Demi-finaliste au dernier concours Chopin de Varsovie (2021), Hayato Sumino est plus largement connu sur YouTube sous le pseudonyme de Cateen. Celui qui a cartonné (et cartonne toujours) avec ses variations sur « Ah ! Vous dirai-je, maman » de Mozart est un phénomène qui représente si bien la nouvelle génération d’interprètes. En effet, il transcende les genres à partir du moment où ceux-ci correspondent au mode d’expression le plus adapté. Ainsi, parallèlement à une carrière de musicien classique, Hayato Sumino n’hésite pas à se produire dans des sessions de Jazz, il joue d’ailleurs souvent avec Francesco Tristano, lui aussi musicien hybride, sur des claviers acoustiques et/ou électroniques.
Le programme de l’unique récital parisien du pianiste japonais, le 11 décembre, à La Scala Paris, reflète cette démarche, mais également son souci de faire vivre la musique du passé dans le présent. Pour ce faire, il a toujours au moins deux pianos sur scène : un piano de concert, en l’occurrence un Steinway B, et un piano droit préparé pour obtenir un son plus étouffé. Il peut éventuellement y avoir un troisième clavier, souvent électronique, mais ce soir-là, deux pianos acoustiques suffisaient.
Il commence par deux œuvres virtuoses de Chopin, le Scherzo n° 1 en si mineur et le Nocturne en ut mineur op. 48 n° 1. La sonorisation, légère mais clairement perceptible, pour des effets spécifiques dans l’interprétation de ses propres compositions qui vont suivre, compresse le son et l’instrument perd son ampleur. Dès lors, dans le Scherzo, tout est trop sec dans le premier accord, puis dans le déferlement d’arpèges qu’on aimerait entendre tour à tour plus poignant et fiévreusement pathétique. De la même manière, la Nocturne n’exprime pas cette lueur d’espoir dans une douleur désespérée. Pourtant, notre pianiste a pleinement la capacité de faire part de sentiments romantiques chopiniens…
En écho avec ce Nocturne, Sumino joue trois Nocturnes qu’il a composés lui-même, sur le piano droit qui donne donc un son étrange et onirique. Dans le style de musique de film ou de dessin animé, un peu à la manière de Joe Hisaishi, ils sont agréables à écouter. Puis, nous assistons à un grand saut dans le temps, avec la Partita n° 2 de Bach où il fait preuve de grande clarté dans les plans sonores, grâce à des notes tantôt détachées, tantôt reliées, avec à la fois une légèreté et une gravité bien dosées.

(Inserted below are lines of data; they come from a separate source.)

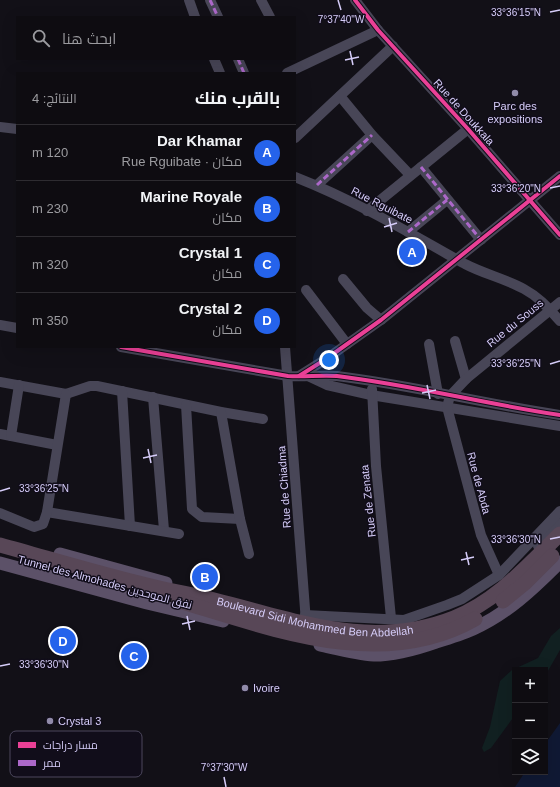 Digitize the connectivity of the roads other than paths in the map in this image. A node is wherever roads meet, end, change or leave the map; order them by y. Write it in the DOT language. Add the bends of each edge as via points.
graph roads {
  1 [pos="189,0"];
  2 [pos="210,0"];
  3 [pos="261,0"];
  4 [pos="355,0"];
  5 [pos="195,16"];
  6 [pos="218,16"];
  7 [pos="269,16"];
  8 [pos="378,30"];
  9 [pos="393,46"];
  10 [pos="214,60"];
  11 [pos="238,60"];
  12 [pos="220,72"];
  13 [pos="244,72"];
  14 [pos="289,72"];
  15 [pos="340,96"];
  16 [pos="0,127"];
  17 [pos="468,129"];
  18 [pos="16,130"];
  19 [pos="372,135"];
  20 [pos="296,137"];
  21 [pos="421,167"];
  22 [pos="410,176"];
  23 [pos="560,176"];
  24 [pos="296,177"];
  25 [pos="317,185"];
  26 [pos="447,200"];
  27 [pos="529,201"];
  28 [pos="367,211"];
  29 [pos="408,232"];
  30 [pos="560,235"];
  31 [pos="481,240"];
  32 [pos="457,259"];
  33 [pos="343,279"];
  34 [pos="306,290"];
  35 [pos="560,302"];
  36 [pos="550,310"];
  37 [pos="381,320"];
  38 [pos="560,321"];
  39 [pos="0,325"];
  40 [pos="16,328"];
  41 [pos="455,342"];
  42 [pos="347,344"];
  43 [pos="429,344"];
  44 [pos="127,348"];
  45 [pos="285,348"];
  46 [pos="288,376"];
  47 [pos="299,376"];
  48 [pos="310,377"];
  49 [pos="466,379"];
  50 [pos="372,381"];
  51 [pos="0,382"];
  52 [pos="19,384"];
  53 [pos="122,391"];
  54 [pos="66,394"];
  55 [pos="438,394"];
  56 [pos="371,395"];
  57 [pos="450,396"];
  58 [pos="154,397"];
  59 [pos="186,405"];
  60 [pos="447,407"];
  61 [pos="222,412"];
  62 [pos="560,415"];
  63 [pos="263,419"];
  64 [pos="560,426"];
  65 [pos="0,434"];
  66 [pos="11,436"];
  67 [pos="57,445"];
  68 [pos="560,511"];
  69 [pos="47,512"];
  70 [pos="0,513"];
  71 [pos="240,519"];
  72 [pos="560,523"];
  73 [pos="130,526"];
  74 [pos="164,530"];
  75 [pos="179,534"];
  76 [pos="560,534"];
  77 [pos="0,537"];
  78 [pos="0,545"];
  79 [pos="560,547"];
  80 [pos="0,553"];
  81 [pos="249,554"];
  82 [pos="560,562"];
  83 [pos="0,563"];
  84 [pos="499,575"];
  85 [pos="211,605"];
  86 [pos="306,620"];
  87 [pos="392,625"];
  88 [pos="452,633"];
  1 -- 5 [label="street"];
  2 -- 6 [label="street"];
  3 -- 7 [label="street"];
  4 -- 8 [label="street, Rue de Doukkala"];
  8 -- 9 [label="street, Rue de Doukkala"];
  8 -- 14 [label="street"];
  9 -- 15 [label="street"];
  9 -- 17 [label="street, Rue de Doukkala"];
  10 -- 12 [label="street"];
  11 -- 13 [label="street"];
  15 -- 19 [label="street"];
  15 -- 20 [label="street"];
  16 -- 18 [label="street"];
  17 -- 21 [label="street"];
  17 -- 27 [label="street, Rue de Doukkala"];
  19 -- 22 [label="street"];
  19 -- 25 [label="street"];
  21 -- 22 [label="street"];
  21 -- 26 [label="street"];
  22 -- 28 [label="street"];
  23 -- 27 [label="street"];
  24 -- 25 [label="street, Rue Rguibate"];
  25 -- 28 [label="street, Rue Rguibate"];
  26 -- 29 [label="street"];
  26 -- 31 [label="street"];
  27 -- 30 [label="street, Rue de Doukkala"];
  27 -- 31 [label="street"];
  28 -- 29 [label="street, Rue Rguibate"];
  29 -- 32 [label="street, Rue Rguibate"];
  31 -- 32 [label="street"];
  32 -- 36 [label="street, Rue Rguibate" via="523,288"];
  32 -- 37 [label="street"];
  33 -- 37 [label="street" via="367,308"];
  34 -- 42 [label="street"];
  35 -- 36 [label="street, Rue du Souss"];
  36 -- 38 [label="street, Rue Rguibate"];
  36 -- 49 [label="street, Rue du Souss"];
  37 -- 42 [label="street"];
  39 -- 40 [label="street"];
  41 -- 49 [label="street"];
  42 -- 47 [label="street"];
  43 -- 55 [label="street"];
  44 -- 46 [label="street"];
  45 -- 46 [label="street, Rue de Chiadma"];
  46 -- 47 [label="street"];
  46 -- 86 [label="street, Rue de Chiadma"];
  47 -- 48 [label="street"];
  48 -- 50 [label="street" via="326,375"];
  48 -- 56 [label="street" via="327,385"];
  49 -- 57 [label="street, Rue du Souss"];
  50 -- 55 [label="street"];
  50 -- 56 [label="street, Rue de Zenata"];
  51 -- 52 [label="street"];
  52 -- 54 [label="street"];
  52 -- 66 [label="street"];
  53 -- 54 [label="street" via="90,386"];
  53 -- 58 [label="street"];
  53 -- 73 [label="street"];
  54 -- 67 [label="street"];
  55 -- 57 [label="street"];
  56 -- 60 [label="street"];
  56 -- 87 [label="street, Rue de Zenata"];
  57 -- 60 [label="street"];
  57 -- 62 [label="street"];
  58 -- 59 [label="street"];
  58 -- 74 [label="street"];
  59 -- 61 [label="street"];
  59 -- 71 [label="street" via="192,509 202,517"];
  60 -- 64 [label="street"];
  60 -- 84 [label="street, Rue de Abda" via="481,535"];
  61 -- 63 [label="street"];
  61 -- 71 [label="street"];
  65 -- 66 [label="street"];
  66 -- 67 [label="street"];
  67 -- 69 [label="street"];
  68 -- 84 [label="street"];
  69 -- 70 [label="street" via="42,524 34,527"];
  69 -- 73 [label="street"];
  71 -- 81 [label="street"];
  72 -- 87 [label="street" via="518,567 480,596 438,618"];
  73 -- 74 [label="street"];
  74 -- 75 [label="street"];
  76 -- 87 [label="highway, Boulevard Sidi Mohammed Ben Abdellah" via="508,585 483,604 440,623 424,627"];
  77 -- 85 [label="main road, Boulevard Sidi Mohammed Ben Abdellah" via="182,587"];
  78 -- 85 [label="highway, Tunnel des Almohades نفق الموحدين"];
  79 -- 88 [label="highway, Boulevard Sidi Mohammed Ben Abdellah" via="513,594"];
  80 -- 85 [label="highway, Tunnel des Almohades نفق الموحدين"];
  82 -- 88 [label="main road" via="520,599 498,615 472,630"];
  83 -- 88 [label="main road, Boulevard Sidi Mohammed Ben Abdellah" via="147,603 358,653 373,655 403,652"];
  84 -- 87 [label="street" via="474,592 447,605 404,620 396,620"];
  85 -- 86 [label="highway, Boulevard Sidi Mohammed Ben Abdellah"];
  85 -- 88 [label="highway, Boulevard Sidi Mohammed Ben Abdellah" via="309,638 347,644 410,642"];
  86 -- 87 [label="highway, Boulevard Sidi Mohammed Ben Abdellah" via="349,632"];
}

Ici, quelques ornements discrets viennent nourrir le propos, et là un jeu legato revêt le phrasé d’une grande élégance.
La deuxième partie commence par deux pièces, justement de Joe Hisaishi (dont un extrait du dernier film de Hayao Miyazaki, Le Garçon et le Héron), avant de s’enchaîner à trois des huit Etudes de concert op. 40 de Nikolaï Kapoustine. Avec le rythme latin de la première étude, la grille de jazz transparente de la deuxième, et l’influence nette du jazz-rock sur la troisième, le sens rythmique exceptionnel de Sumino se déploie ici avec bonheur. La sonorisation est désormais presque inaudible, et l’on peut apprécier la résonance de son Steinway. Il continue avec ses compositions, cette fois-ci dans un style plus romantique, avec des motifs empruntés à Chopin ; le programme indique d’ailleurs en anglais « Pieces of Chopin’s Recompositions ». New Birth reprend la formule arpégée de l’Étude op. 10-1, Recollection, le thème de la Deuxième Ballade et un très bref passage dansant d’une Mazurka.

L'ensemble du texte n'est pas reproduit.